Well, what have you found out about light deflection so far?

Caused by gravity and proportional to mass.
Apparently not interchangeable with the term gravitational lensing.

Qualitatively, light behaves just like anything else in a gravitational field - it's deflected towards the mass. You can work out the optical effect by drawing a diagram of a spherical star, drawing a straight line from a point on the limb of the star to your eye, and then thinking how I would have to throw a ball from that point to reach your eye. Do I aim straight at you, above, or below?

Well you have to aim above, to counter-act gravity, right? If you were aiming in a straight line ( not taking gravity into account), the ball would end up below.
I was thinking along the lines of placing a bar magnet on a CRT.
Doing so would make an image look smaller in both cases?

 

[jbriggs444]

I was thinking along the lines of placing a bar magnet on a CRT.
Doing so would make an image look smaller in both cases?

You need to clarify your thinking here.

With a CRT/screan, you have a point source emitting a collimated beam. The magnet deflects the beam and affects the position where the beam lands. With the star/eye you have a source of non-negligible size (else you would not be asking about image size) emitting light in all directions. The only light that you see is the light that happens to strike your eye.

The emitted light may be deflected on the way to your eye.

The relevant bit for image size is: "From what angle will the deflected light then strike my eye?" The departure angle from the star is somewhat important because it tells you how the trajectory has to start. But what matters for image size is how that trajectory ends. [Or, more accurately, what matters is how the trajectories differ for light originating on the two opposite edges of the star]

 

[Forreal]

I'm getting a bit muddled.
Could someone please just let me know if the answer is larger or smaller?
Then I'll know if I've got everything mixed up and need to go brush up on optical lensing + other stuff, or not.

 

[jbriggs444]

I'm getting a bit muddled.
Could someone please just let me know if the answer is larger or smaller?
Then I'll know if I've got everything mixed up and need to go brush up on optical lensing + other stuff, or not.

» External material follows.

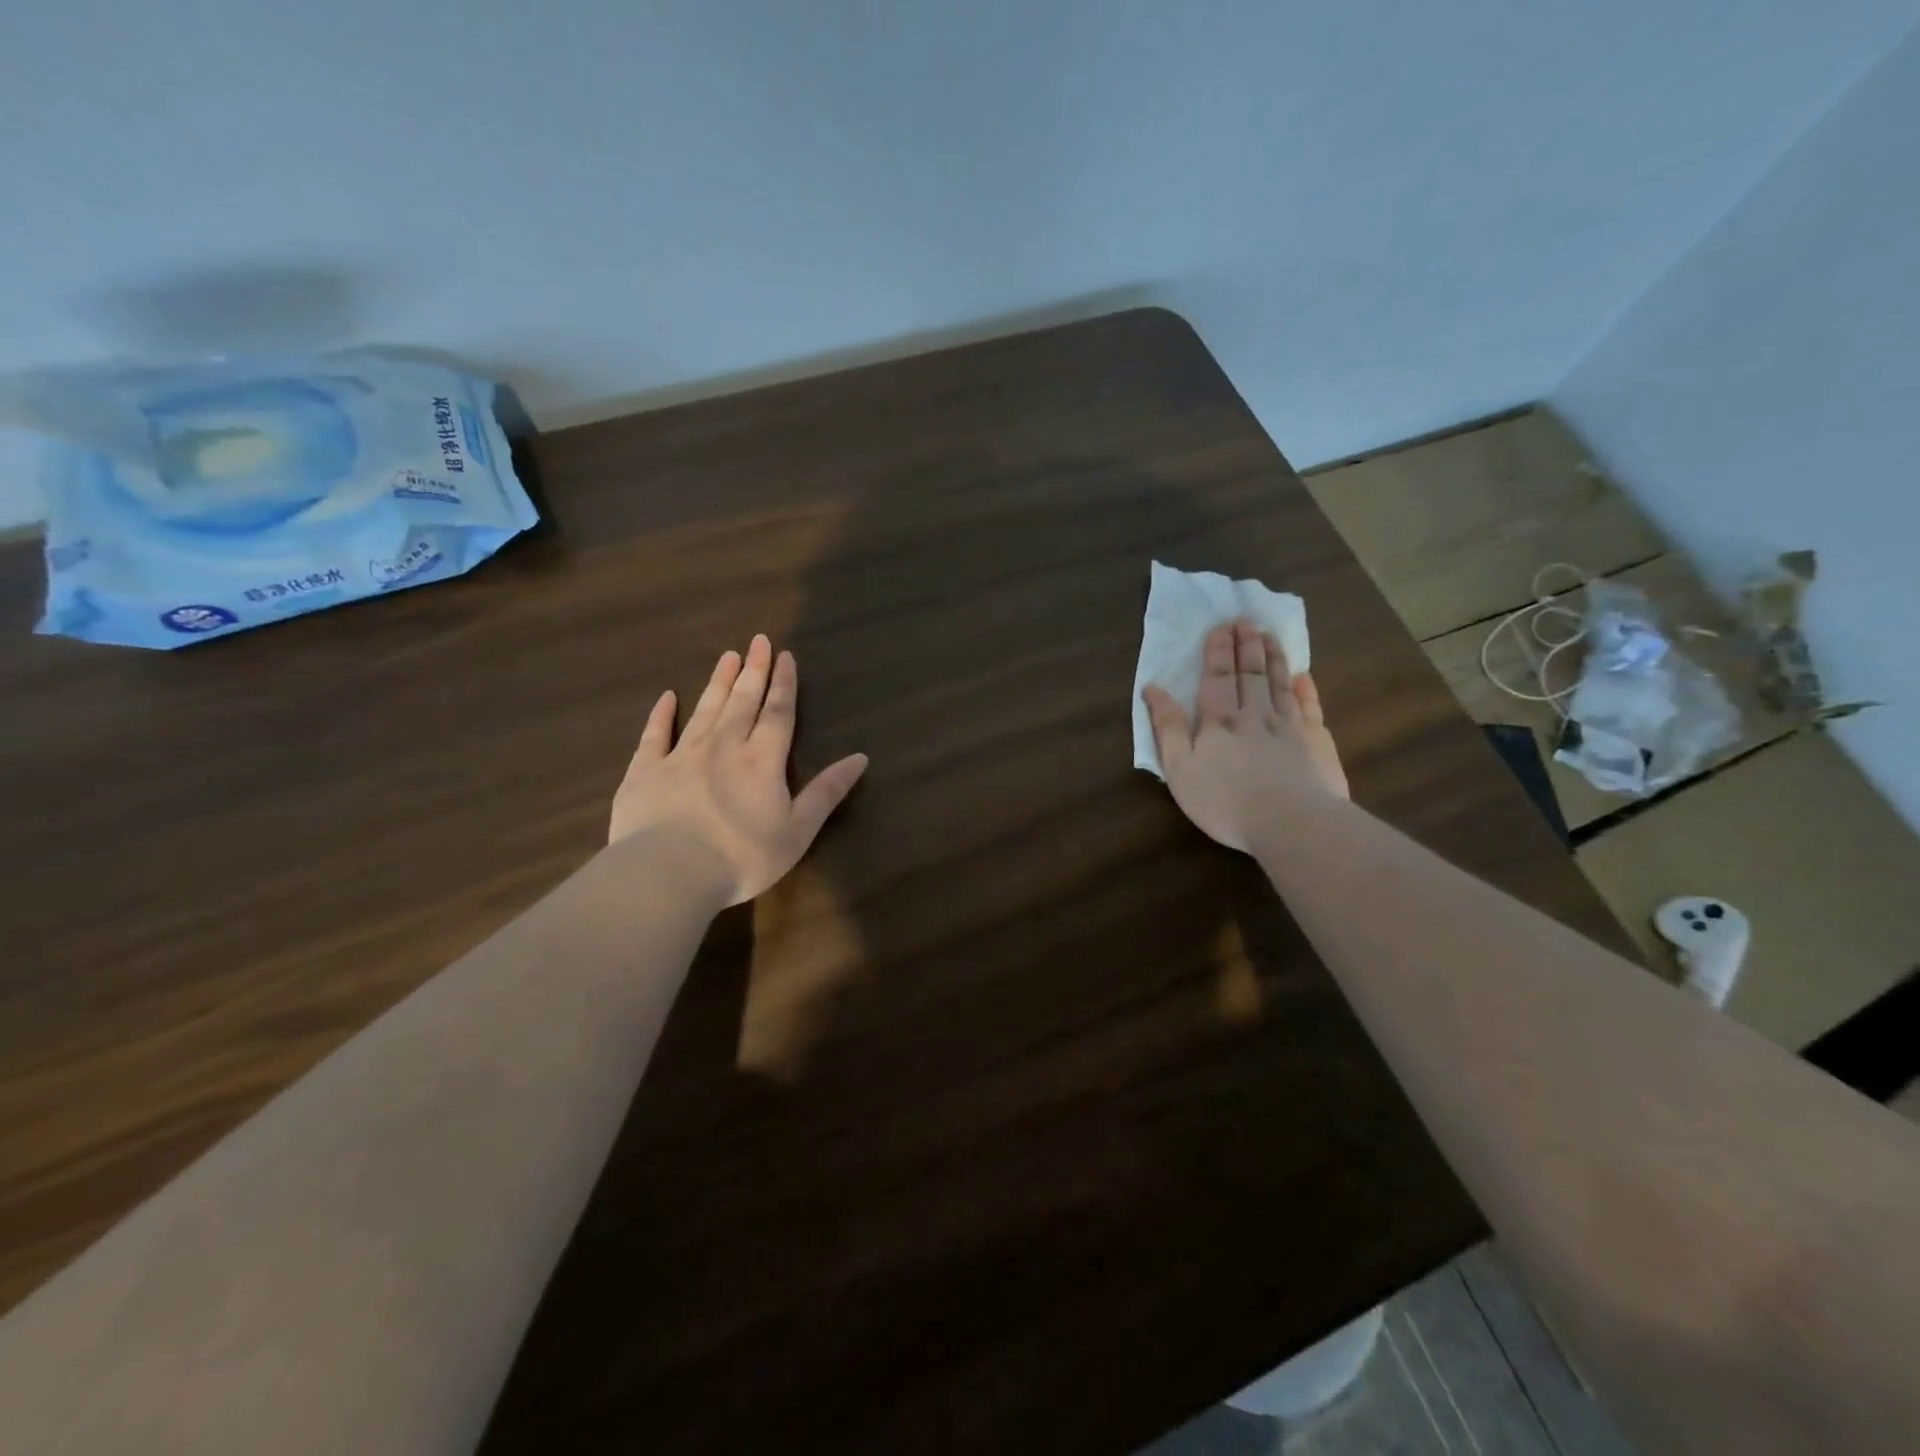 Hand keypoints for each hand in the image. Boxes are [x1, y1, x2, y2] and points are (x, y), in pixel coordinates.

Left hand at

Draw a diagram tracing a ray of light from the right edge of the star to the viewer's eye. Repeat for the left edge. The light rays should each follow a path roughly like one half of a hyperbolic orbit, concave inward toward the star.

Now trace two straight dotted lines back from the eye, each tangent to the path on which one of the two rays arrived. Draw in a dotted image of the star where the straight dotted lines end near the position of the real star. That dotted image is the virtual image that is seen.

Is it larger or smaller than the real star?

 

[Forreal]

Is it larger or smaller than the real star?

Smaller.
Right?

"So the statement gravitational deflection makes the Sun appear smaller than if there were no gravitational deflection" is true?

 

[jbriggs444]

Smaller.
Right?

"So the statement gravitational deflection makes the Sun appear smaller than if there were no gravitational deflection" is true?

Did you draw the picture?

 

[jbriggs444]

Tried my hand with mspaint. Black is original star. Blue is projected sight lines and virtual image.

 

[Forreal]

Did you draw the picture?

Well, I tried.
I think I mixed up concave and convex.

Tried my hand with mspaint. Black is original star. Blue is projected sight lines and virtual image.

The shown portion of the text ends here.